With the pictures left out, output the records below exactly.
━━━━━ Records shown
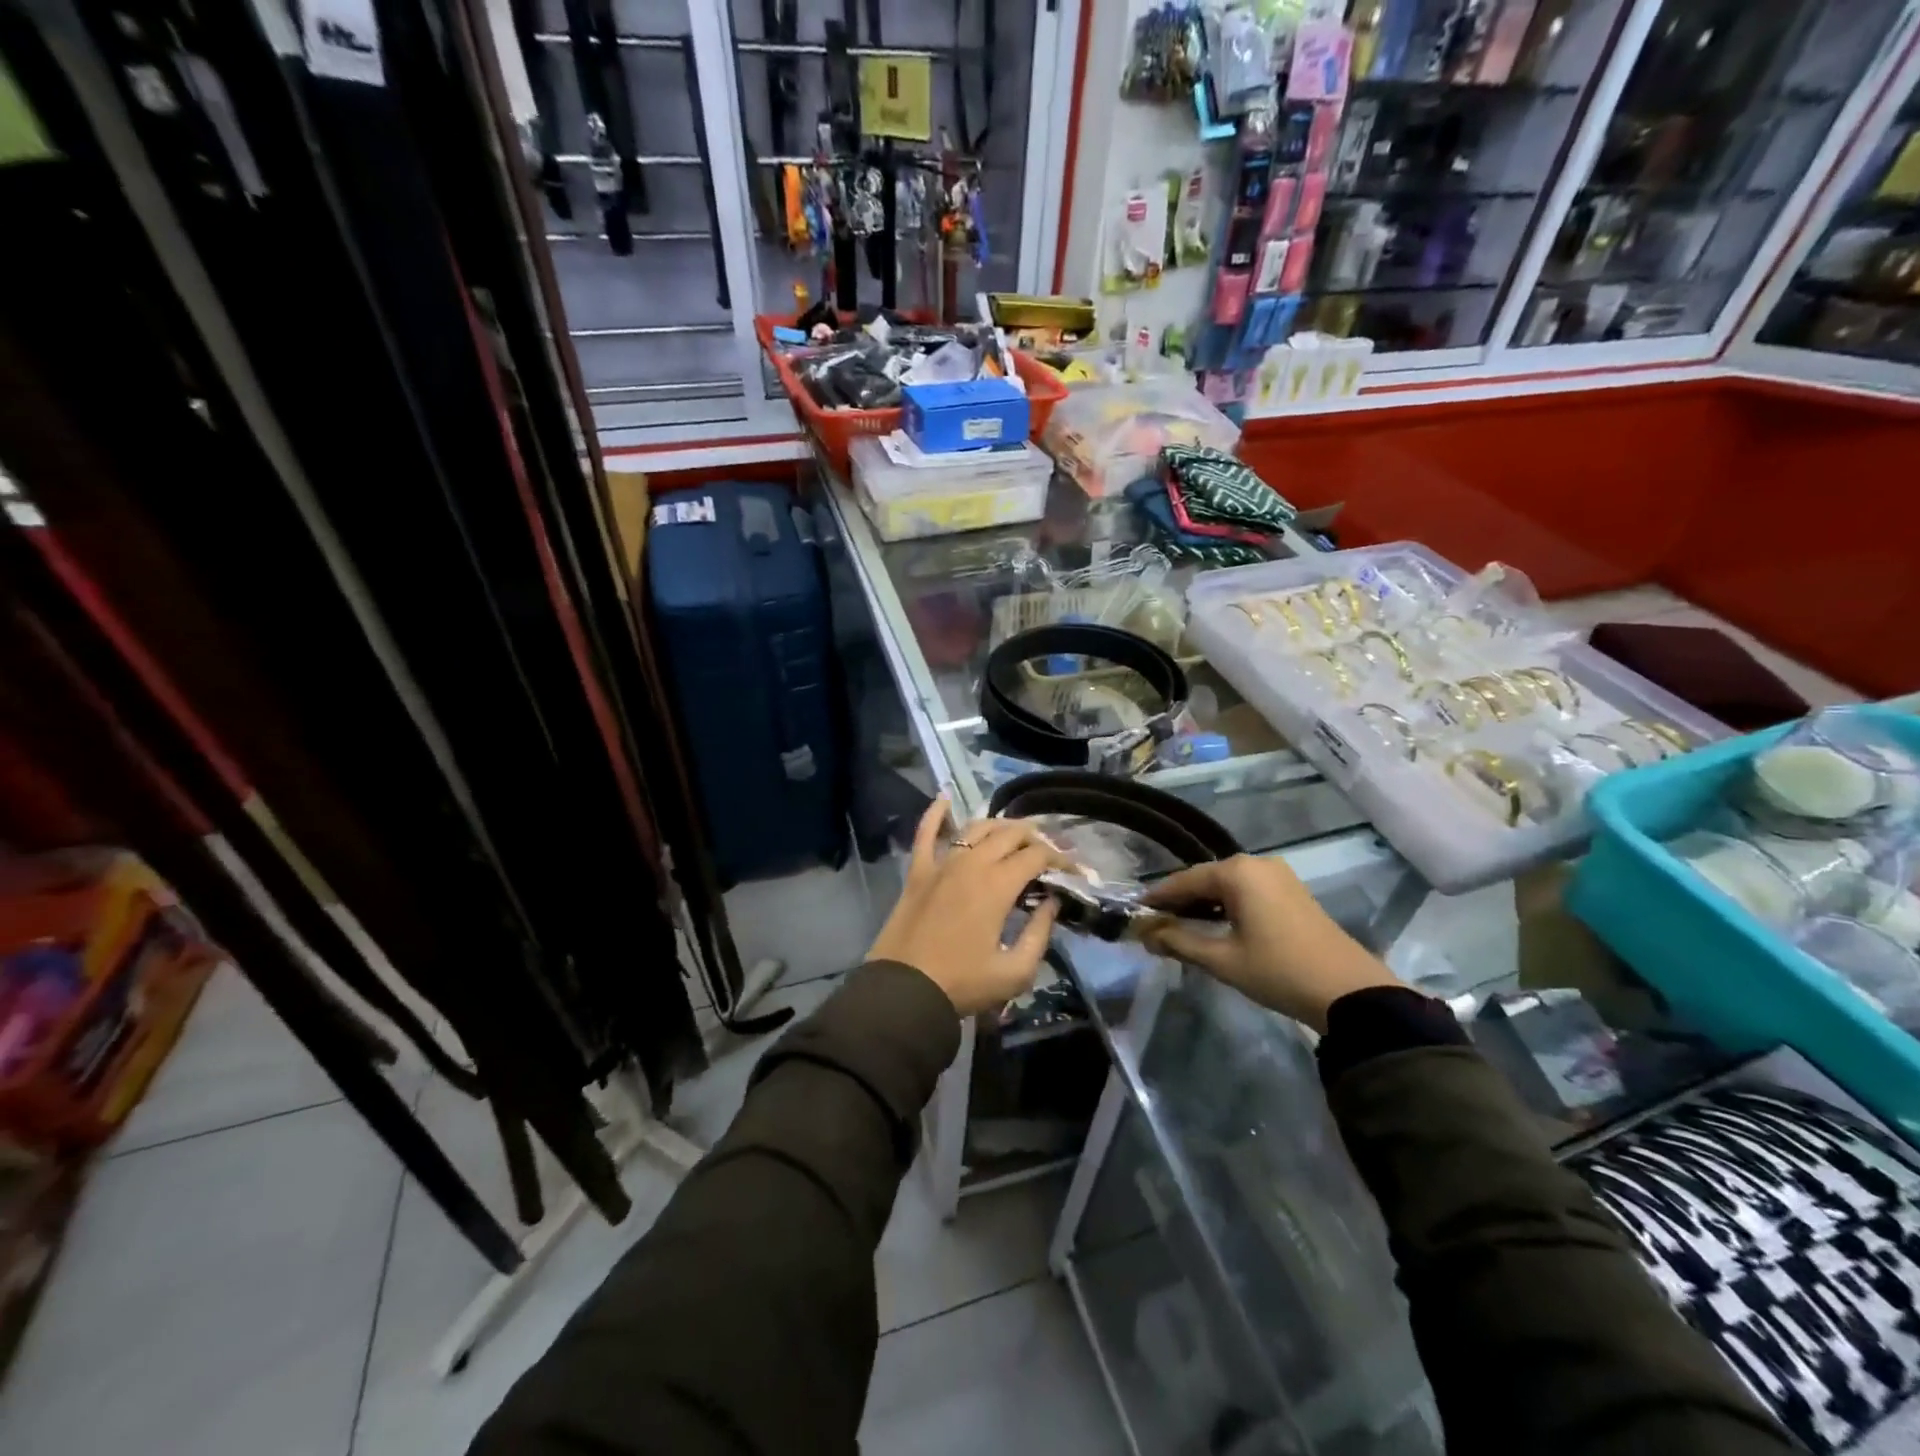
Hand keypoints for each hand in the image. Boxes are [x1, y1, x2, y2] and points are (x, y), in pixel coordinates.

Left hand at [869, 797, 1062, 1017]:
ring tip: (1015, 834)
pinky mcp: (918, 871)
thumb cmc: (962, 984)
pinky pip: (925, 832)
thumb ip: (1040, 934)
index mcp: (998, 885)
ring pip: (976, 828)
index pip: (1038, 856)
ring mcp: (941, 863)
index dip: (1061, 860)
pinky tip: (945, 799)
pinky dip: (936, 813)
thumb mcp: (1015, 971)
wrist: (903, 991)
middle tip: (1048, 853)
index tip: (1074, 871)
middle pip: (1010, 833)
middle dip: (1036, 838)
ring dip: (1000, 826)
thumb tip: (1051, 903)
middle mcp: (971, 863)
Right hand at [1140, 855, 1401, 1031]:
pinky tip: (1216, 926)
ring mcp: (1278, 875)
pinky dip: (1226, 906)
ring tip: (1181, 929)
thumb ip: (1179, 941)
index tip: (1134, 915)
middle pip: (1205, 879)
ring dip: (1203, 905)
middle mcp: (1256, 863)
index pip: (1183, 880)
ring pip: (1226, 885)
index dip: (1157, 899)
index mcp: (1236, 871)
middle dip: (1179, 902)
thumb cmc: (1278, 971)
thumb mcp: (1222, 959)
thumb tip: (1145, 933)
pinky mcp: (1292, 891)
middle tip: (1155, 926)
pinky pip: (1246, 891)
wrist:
━━━━━━━━━━
Task result
Hand keypoints for each hand in the image. Boxes are [x1, y1, x2, y2] and points are (x, y), in pixel coordinates.

Left hand at [869, 797, 1062, 1017]:
ring tip: (1015, 834)
pinky mcp: (918, 871)
thumb cmc: (962, 984)
pinky pip: (925, 832)
thumb ip: (1040, 934)
index mcp: (998, 885)
ring pip: (976, 828)
index pip: (1038, 856)
ring mcp: (941, 863)
index dip: (1061, 860)
pinky tip: (945, 799)
pinky dip: (936, 813)
thumb mcp: (1015, 971)
wrist: (903, 991)
middle tip: (1048, 853)
index tip: (1074, 871)
middle pip: (1010, 833)
middle dip: (1036, 838)
ring dip: (1000, 826)
thumb tip: (1051, 903)
middle mcp: (971, 863)
Right hand at [1140, 855, 1401, 1031]:
pinky tip: (1216, 926)
ring mcp: (1278, 875)
pinky dip: (1226, 906)
ring tip: (1181, 929)
thumb ip: (1179, 941)
index tip: (1134, 915)
middle pip: (1205, 879)
ring dip: (1203, 905)
middle mcp: (1256, 863)
index pip: (1183, 880)
ring pip: (1226, 885)
index dip: (1157, 899)
index mcp: (1236, 871)
middle dip: (1179, 902)
thumb cmc: (1278, 971)
thumb mcp: (1222, 959)
thumb tip: (1145, 933)
pinky mcp: (1292, 891)
middle tip: (1155, 926)
pinky pip: (1246, 891)
wrist:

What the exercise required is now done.